The decrease in value of miles as reported was caused by new entrants into the air transportation business. Since 1994, the only airlines from which members lost their frequent flyer miles were these new entrant programs. Does National Airlines, Legend Airlines or Midway Airlines sound familiar? During that same period, not a single frequent flyer mile earned into any of the airlines measured here or others in the same classification – Pan Am or TWA – were lost. Staying power should account for something.

While it is worth noting that the decrease in monetary value was caused by the decreasing air fare structure among most airlines, it needs to be pointed out that this airfare comes with caveats, such as frequency of flight and destinations served. While measuring decreases in average airfare during this period, one would have a hard time defending the ability of any member to not give up a normal travel experience. New entrants start with very limited service (JetBlue’s first service to Denver was one city, one flight a day… at midnight). There should be value given to miles for frequency of flight as well as destinations served, as noted in the Continental Airlines example.

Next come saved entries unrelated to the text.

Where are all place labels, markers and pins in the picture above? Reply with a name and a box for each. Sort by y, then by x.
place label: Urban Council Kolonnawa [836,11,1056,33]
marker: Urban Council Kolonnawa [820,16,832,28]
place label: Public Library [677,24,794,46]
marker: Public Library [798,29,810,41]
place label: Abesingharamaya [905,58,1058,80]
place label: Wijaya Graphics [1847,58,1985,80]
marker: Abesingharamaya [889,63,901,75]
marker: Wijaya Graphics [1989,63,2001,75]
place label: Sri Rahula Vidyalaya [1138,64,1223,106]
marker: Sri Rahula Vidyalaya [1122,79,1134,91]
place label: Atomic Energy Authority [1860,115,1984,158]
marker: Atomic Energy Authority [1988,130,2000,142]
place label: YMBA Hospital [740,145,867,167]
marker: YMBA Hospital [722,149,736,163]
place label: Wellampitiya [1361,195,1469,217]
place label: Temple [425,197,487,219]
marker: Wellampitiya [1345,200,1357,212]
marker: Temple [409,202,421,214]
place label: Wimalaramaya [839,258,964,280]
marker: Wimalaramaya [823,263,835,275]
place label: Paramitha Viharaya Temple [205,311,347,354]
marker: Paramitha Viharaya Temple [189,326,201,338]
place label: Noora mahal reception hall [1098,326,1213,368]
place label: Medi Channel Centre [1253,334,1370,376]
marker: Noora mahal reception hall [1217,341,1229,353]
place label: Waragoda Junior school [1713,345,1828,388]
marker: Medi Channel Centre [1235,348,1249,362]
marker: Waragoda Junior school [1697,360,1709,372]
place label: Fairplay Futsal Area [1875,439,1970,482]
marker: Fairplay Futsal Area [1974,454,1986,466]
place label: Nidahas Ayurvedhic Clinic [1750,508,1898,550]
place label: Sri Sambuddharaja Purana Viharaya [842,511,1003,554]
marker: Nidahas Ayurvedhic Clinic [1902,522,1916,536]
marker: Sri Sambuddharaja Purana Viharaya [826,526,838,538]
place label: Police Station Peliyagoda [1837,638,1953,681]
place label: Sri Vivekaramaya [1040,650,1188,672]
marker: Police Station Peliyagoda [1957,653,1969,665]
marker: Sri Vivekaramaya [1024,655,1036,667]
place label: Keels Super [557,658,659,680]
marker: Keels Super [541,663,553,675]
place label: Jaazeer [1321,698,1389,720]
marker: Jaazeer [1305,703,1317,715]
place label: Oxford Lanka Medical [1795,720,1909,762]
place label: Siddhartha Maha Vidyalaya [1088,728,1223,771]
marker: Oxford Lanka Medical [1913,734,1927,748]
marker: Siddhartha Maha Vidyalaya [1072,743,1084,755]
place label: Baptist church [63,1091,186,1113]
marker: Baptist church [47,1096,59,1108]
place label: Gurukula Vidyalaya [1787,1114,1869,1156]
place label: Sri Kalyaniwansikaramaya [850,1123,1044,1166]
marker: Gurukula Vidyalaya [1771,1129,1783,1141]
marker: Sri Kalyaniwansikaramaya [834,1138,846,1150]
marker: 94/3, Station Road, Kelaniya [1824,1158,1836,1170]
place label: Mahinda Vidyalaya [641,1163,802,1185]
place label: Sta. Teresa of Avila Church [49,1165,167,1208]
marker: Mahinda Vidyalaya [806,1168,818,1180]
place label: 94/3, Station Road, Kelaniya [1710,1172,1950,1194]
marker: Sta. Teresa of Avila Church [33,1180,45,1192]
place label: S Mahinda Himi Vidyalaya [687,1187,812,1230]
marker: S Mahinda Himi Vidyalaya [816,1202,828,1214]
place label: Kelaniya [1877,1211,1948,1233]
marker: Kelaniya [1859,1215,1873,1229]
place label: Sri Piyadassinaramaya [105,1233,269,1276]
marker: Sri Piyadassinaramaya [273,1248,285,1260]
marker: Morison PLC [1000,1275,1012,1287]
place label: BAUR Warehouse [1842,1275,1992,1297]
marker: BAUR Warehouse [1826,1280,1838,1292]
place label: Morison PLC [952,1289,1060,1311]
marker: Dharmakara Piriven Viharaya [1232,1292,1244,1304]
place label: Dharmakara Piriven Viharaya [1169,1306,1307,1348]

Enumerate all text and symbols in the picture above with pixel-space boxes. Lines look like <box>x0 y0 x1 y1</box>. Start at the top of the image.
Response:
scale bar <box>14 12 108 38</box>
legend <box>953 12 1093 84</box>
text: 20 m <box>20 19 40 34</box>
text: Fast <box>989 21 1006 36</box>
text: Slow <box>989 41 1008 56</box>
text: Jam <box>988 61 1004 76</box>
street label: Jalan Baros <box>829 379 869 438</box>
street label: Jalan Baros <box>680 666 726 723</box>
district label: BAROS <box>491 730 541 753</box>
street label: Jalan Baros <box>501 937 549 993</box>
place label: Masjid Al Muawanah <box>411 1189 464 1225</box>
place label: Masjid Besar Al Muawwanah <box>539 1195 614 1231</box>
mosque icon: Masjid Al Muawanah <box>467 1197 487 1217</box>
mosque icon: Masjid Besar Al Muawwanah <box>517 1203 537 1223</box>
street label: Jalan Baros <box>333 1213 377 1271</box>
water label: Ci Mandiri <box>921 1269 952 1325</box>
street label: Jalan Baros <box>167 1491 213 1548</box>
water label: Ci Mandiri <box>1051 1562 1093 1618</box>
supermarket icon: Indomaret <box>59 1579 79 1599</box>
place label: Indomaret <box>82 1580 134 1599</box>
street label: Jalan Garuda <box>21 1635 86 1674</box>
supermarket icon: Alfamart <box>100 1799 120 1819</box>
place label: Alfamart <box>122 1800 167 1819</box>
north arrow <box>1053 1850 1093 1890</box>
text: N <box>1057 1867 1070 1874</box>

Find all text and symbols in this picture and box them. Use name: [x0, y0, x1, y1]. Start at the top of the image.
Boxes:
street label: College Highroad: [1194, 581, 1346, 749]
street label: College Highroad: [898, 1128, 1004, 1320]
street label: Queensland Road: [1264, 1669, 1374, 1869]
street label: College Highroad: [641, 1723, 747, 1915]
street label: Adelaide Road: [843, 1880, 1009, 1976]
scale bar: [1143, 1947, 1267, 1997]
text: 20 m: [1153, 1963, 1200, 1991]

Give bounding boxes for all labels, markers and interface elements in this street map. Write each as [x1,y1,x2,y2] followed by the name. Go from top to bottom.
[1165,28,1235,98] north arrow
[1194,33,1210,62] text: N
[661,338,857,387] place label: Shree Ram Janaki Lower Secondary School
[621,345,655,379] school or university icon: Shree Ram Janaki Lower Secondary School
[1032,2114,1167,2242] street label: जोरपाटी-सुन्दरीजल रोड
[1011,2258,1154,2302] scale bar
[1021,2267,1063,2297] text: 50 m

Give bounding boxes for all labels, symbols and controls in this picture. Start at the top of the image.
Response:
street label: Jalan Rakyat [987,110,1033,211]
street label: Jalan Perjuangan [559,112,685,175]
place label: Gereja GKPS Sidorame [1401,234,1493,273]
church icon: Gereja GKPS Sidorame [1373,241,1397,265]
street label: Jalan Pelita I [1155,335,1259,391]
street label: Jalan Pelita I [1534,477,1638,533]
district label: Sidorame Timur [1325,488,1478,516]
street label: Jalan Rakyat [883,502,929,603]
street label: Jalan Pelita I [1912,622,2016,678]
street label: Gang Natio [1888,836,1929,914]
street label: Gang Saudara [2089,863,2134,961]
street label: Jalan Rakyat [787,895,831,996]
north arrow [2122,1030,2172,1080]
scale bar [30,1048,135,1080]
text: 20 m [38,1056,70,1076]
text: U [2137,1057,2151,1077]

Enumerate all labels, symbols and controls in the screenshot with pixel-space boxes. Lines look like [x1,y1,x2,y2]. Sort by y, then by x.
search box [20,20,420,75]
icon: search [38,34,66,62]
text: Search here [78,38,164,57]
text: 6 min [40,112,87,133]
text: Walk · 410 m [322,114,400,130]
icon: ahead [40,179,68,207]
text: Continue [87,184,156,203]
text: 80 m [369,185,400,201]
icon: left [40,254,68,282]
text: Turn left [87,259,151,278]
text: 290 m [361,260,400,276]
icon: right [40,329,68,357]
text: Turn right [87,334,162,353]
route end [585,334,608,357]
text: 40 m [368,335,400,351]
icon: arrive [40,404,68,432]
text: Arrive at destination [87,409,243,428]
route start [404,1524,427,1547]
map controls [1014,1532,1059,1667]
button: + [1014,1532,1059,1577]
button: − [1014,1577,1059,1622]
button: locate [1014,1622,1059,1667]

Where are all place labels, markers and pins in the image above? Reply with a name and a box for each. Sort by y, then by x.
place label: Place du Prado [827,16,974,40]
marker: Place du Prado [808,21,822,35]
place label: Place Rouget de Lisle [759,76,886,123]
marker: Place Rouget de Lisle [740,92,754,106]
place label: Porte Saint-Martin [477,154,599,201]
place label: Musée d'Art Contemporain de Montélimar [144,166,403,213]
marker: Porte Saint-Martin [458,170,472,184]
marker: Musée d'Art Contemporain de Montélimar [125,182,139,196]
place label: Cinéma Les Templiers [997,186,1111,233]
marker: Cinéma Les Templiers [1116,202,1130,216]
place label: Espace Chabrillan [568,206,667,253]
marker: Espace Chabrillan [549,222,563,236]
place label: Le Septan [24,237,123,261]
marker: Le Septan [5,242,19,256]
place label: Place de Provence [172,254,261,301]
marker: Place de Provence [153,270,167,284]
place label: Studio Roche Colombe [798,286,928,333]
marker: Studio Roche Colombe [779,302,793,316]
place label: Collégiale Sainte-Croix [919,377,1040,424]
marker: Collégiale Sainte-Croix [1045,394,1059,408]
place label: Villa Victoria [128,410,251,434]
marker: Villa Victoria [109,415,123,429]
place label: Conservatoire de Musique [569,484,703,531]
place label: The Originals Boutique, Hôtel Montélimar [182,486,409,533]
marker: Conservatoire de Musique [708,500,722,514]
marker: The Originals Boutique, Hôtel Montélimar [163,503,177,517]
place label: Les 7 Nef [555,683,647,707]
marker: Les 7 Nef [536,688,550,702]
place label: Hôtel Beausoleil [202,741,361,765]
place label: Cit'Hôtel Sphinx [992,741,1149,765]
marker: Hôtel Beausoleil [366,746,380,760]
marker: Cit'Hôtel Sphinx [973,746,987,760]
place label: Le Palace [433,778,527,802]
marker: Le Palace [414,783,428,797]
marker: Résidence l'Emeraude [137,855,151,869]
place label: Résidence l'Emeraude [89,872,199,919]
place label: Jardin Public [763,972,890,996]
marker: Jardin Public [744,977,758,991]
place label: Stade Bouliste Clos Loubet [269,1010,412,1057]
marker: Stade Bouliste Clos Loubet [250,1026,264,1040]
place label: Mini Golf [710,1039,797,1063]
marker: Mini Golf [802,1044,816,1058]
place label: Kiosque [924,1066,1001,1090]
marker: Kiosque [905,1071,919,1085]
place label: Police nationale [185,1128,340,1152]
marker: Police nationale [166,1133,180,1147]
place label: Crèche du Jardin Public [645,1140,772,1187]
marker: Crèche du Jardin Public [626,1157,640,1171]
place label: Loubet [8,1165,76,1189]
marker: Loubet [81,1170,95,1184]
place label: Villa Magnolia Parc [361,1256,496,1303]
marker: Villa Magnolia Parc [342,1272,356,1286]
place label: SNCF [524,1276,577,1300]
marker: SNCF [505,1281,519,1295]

From 1994 to 2005, while the focus seems to be on a change of award levels from 20,000 to 25,000 miles, would it not be fair to factor in the value that members enjoyed from 1988 to 1994? During that period, members who earned miles prior to 1988 were elated to find that the basic domestic award in the U.S. declined from an industry average of 40,000 miles to 20,000 miles. In other words, the value to members during that period increased over 100 percent, in line with the analysis explained here.

While the air fare comparison caused a mile value change for this period, for members of American AAdvantage or United Mileage Plus, the value of their miles increased with a change to each program’s expiration policies. In 1994, members’ annual miles expired after three years, with no exemption for account activity. In 2005, members’ miles do not expire if they have account activity of any kind during any point of a rolling three-year period.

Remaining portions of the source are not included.